[Stored dataset items]
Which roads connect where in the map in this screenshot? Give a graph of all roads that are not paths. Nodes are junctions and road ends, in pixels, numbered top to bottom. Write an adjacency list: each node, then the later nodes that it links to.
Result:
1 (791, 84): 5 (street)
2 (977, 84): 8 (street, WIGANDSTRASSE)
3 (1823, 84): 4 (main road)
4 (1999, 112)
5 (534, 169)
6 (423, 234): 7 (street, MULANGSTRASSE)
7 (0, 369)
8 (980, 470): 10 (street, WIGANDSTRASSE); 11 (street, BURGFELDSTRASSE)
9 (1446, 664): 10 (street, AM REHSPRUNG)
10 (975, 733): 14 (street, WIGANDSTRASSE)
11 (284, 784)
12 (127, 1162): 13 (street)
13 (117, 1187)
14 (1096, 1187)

* Exercise instructions *
Would you please transcribe the records above in full and exactly?

* Exercise output *
Which roads connect where in the map in this screenshot? Give a graph of all roads that are not paths. Nodes are junctions and road ends, in pixels, numbered top to bottom. Write an adjacency list: each node, then the later nodes that it links to.
Result:
1 (791, 84): 5 (street)
2 (977, 84): 8 (street, WIGANDSTRASSE)
3 (1823, 84): 4 (main road)
4 (1999, 112)
5 (534, 169)
6 (423, 234): 7 (street, MULANGSTRASSE)
7 (0, 369)
8 (980, 470): 10 (street, WIGANDSTRASSE); 11 (street, BURGFELDSTRASSE)
9 (1446, 664): 10 (street, AM REHSPRUNG)
10 (975, 733): 14 (street, WIGANDSTRASSE)
11 (284, 784)
12 (127, 1162): 13 (street)
13 (117, 1187)
14 (1096, 1187)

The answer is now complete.